The five-year project is funded by the United States President’s Emergency Plan for AIDS Relief (PEPFAR), through the USAID and implemented by Project Hope Namibia. DREAMS interventions are currently being implemented at selected schools, based on HIV prevalence and other risk factors affecting females between 10 to 24 years of age.
One of the sub-awardees is NUST, whose role is to promote Science, Technology, Engineering and Mathematics (STEM) education amongst the target group.
This is an area that enhances critical thinking, increases science literacy and systematically promotes innovation.
In 2018, NUST’s Faculty of Health and Applied Sciences conducted a needs assessment amongst selected schools in the region. The main objectives were to assess the number of teachers in the STEM subject areas and to investigate the areas that need training and capacity development.

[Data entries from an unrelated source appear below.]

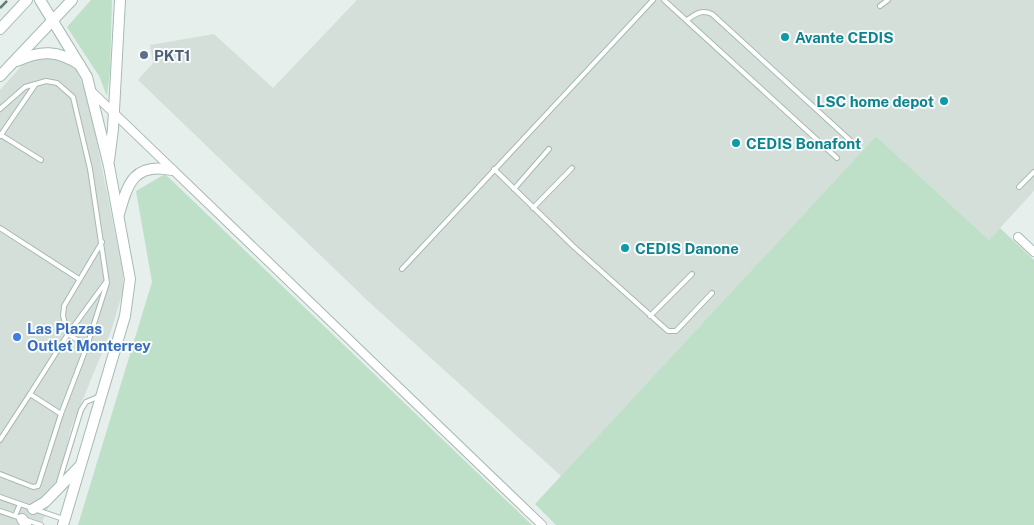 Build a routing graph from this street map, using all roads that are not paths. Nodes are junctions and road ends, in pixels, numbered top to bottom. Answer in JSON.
{"nodes":[{"id":1,"x":27,"y":0,"type":"edge"},
{"id":2,"x":40,"y":0,"type":"edge"},
{"id":3,"x":61,"y":0,"type":"edge"},
{"id":4,"x":72,"y":0,"type":"edge"},
{"id":5,"x":120,"y":0,"type":"edge"},
{"id":6,"x":653,"y":0,"type":"edge"},
{"id":7,"x":664,"y":0,"type":"edge"},
{"id":8,"x":888,"y":0,"type":"edge"},
{"id":9,"x":880,"y":6,"type":"dead end"},
{"id":10,"x":52,"y":19,"type":"junction"},
{"id":11,"x":687,"y":20,"type":"junction"},
{"id":12,"x":0,"y":28,"type":"edge"},
{"id":13,"x":11,"y":64,"type":"junction"},
{"id":14,"x":83,"y":68,"type":"junction"},
{"id":15,"x":0,"y":76,"type":"edge"},
{"id":16,"x":34,"y":85,"type":"junction"},
{"id":17,"x":91,"y":91,"type":"junction"},
{"id":18,"x":0,"y":109,"type":"edge"},
{"id":19,"x":114,"y":114,"type":"junction"},
{"id":20,"x":0,"y":135,"type":"edge"},
{"id":21,"x":852,"y":142,"type":"dead end"},
{"id":22,"x":549,"y":149,"type":"dead end"},
{"id":23,"x":837,"y":158,"type":"dead end"},
{"id":24,"x":41,"y":160,"type":"dead end"},
{"id":25,"x":109,"y":166,"type":"junction"},
{"id":26,"x":572,"y":168,"type":"dead end"},
{"id":27,"x":172,"y":170,"type":"junction"},
{"id":28,"x":494,"y":170,"type":"junction"},
{"id":29,"x":1034,"y":172,"type":"edge"},
{"id":30,"x":1019,"y":187,"type":"dead end"},
{"id":31,"x":514,"y":189,"type":"junction"},
{"id":32,"x":533,"y":208,"type":"junction"},
{"id":33,"x":119,"y":215,"type":"junction"},
{"id":34,"x":0,"y":228,"type":"edge"},
{"id":35,"x":1018,"y":237,"type":"dead end"},
{"id":36,"x":102,"y":242,"type":"junction"},
{"id":37,"x":1034,"y":252,"type":"edge"},
{"id":38,"x":402,"y":269,"type":"dead end"},
{"id":39,"x":692,"y":274,"type":"dead end"},
{"id":40,"x":79,"y":279,"type":"junction"},
{"id":41,"x":108,"y":280,"type":"junction"},
{"id":42,"x":712,"y":293,"type":"dead end"},
{"id":43,"x":650,"y":316,"type":"junction"},
{"id":44,"x":68,"y":334,"type":"junction"},
{"id":45,"x":87,"y":346,"type":"junction"},
{"id":46,"x":30,"y":394,"type":"junction"},
{"id":47,"x":102,"y":395,"type":"junction"},
{"id":48,"x":61,"y":414,"type":"junction"},
{"id":49,"x":0,"y":440,"type":"edge"},
{"id":50,"x":82,"y":464,"type":"junction"},
{"id":51,"x":0,"y":474,"type":"edge"},
{"id":52,"x":55,"y":493,"type":"junction"},
{"id":53,"x":0,"y":497,"type":"edge"},
{"id":54,"x":20,"y":504,"type":"junction"},
{"id":55,"x":33,"y":508,"type":"junction"},
{"id":56,"x":0,"y":511,"type":"edge"},
{"id":57,"x":21,"y":520,"type":"edge"},
{"id":58,"x":64,"y":522,"type":"edge"},
{"id":59,"x":41,"y":525,"type":"edge"},
{"id":60,"x":542,"y":525,"type":"edge"}],
"edges":[{"from":1,"to":12,"type":"street"},
{"from":2,"to":10,"type":"street"},
{"from":3,"to":10,"type":"street"},
{"from":4,"to":10,"type":"street"},
{"from":5,"to":19,"type":"street"},
{"from":6,"to":28,"type":"lane"},
{"from":7,"to":11,"type":"lane"},
{"from":8,"to":9,"type":"lane"},
{"from":10,"to":13,"type":"street"},
{"from":10,"to":14,"type":"street"},
{"from":11,"to":21,"type":"lane"},
{"from":11,"to":23,"type":"lane"},
{"from":13,"to":14,"type":"street"},
{"from":13,"to":15,"type":"street"},
{"from":14,"to":17,"type":"street"},
{"from":16,"to":18,"type":"lane"},
{"from":16,"to":20,"type":"lane"},
{"from":16,"to":36,"type":"lane"},
{"from":17,"to":19,"type":"street"},
{"from":17,"to":25,"type":"street"},
{"from":19,"to":25,"type":"street"},
{"from":19,"to":27,"type":"street"},
{"from":20,"to":24,"type":"lane"},
{"from":22,"to":31,"type":"lane"},
{"from":25,"to":33,"type":"street"},
{"from":26,"to":32,"type":"lane"},
{"from":27,"to":33,"type":"street"},
{"from":27,"to":60,"type":"street"},
{"from":28,"to":31,"type":"lane"},
{"from":28,"to":38,"type":"lane"},
{"from":29,"to":30,"type":"lane"},
{"from":31,"to":32,"type":"lane"},
{"from":32,"to":43,"type":"lane"},
{"from":33,"to":47,"type":"street"},
{"from":34,"to":40,"type":"lane"},
{"from":35,"to":37,"type":"street"},
{"from":36,"to":40,"type":"lane"},
{"from":36,"to":41,"type":"lane"},
{"from":39,"to":43,"type":"lane"},
{"from":40,"to":44,"type":"lane"},
{"from":41,"to":44,"type":"lane"},
{"from":41,"to":45,"type":"lane"},
{"from":42,"to":43,"type":"lane"},
{"from":44,"to":45,"type":"lane"},
{"from":44,"to":46,"type":"lane"},
{"from":45,"to":48,"type":"lane"},
{"from":46,"to":48,"type":"lane"},
{"from":46,"to":49,"type":"lane"},
{"from":47,"to":50,"type":"street"},
{"from":47,"to":52,"type":"lane"},
{"from":48,"to":51,"type":"lane"},
{"from":50,"to":52,"type":"street"},
{"from":50,"to":58,"type":"street"},
{"from":52,"to":55,"type":"street"},
{"from":53,"to":54,"type":"lane"},
{"from":54,"to":55,"type":"lane"},
{"from":54,"to":57,"type":"lane"},
{"from":55,"to":58,"type":"lane"},
{"from":56,"to":57,"type":"lane"},
{"from":57,"to":59,"type":"lane"}]}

“It is evident that the low number of female students in the STEM field subjects needs to be addressed as a matter of urgency. It is against this backdrop, that NUST has adopted two approaches under this project. The ‘train-the-trainer’ approach, which will enhance the capacity of teachers, and tutoring for the AGYW,” said Dr Andrew Niikondo, NUST Deputy Vice Chancellor: Academic Affairs.
He added that the University will avail scholarships to selected top performing underprivileged learners to study at NUST. There are approximately 4 700 AGYW in the 16 schools targeted for this project in the Oshikoto Region.
Although the official launch of the STEM component of the project took place recently, the NUST team along with its various partners, has already trained about 40 teachers in the Tsumeb district and 50 in the Omuthiya and Onandjokwe districts.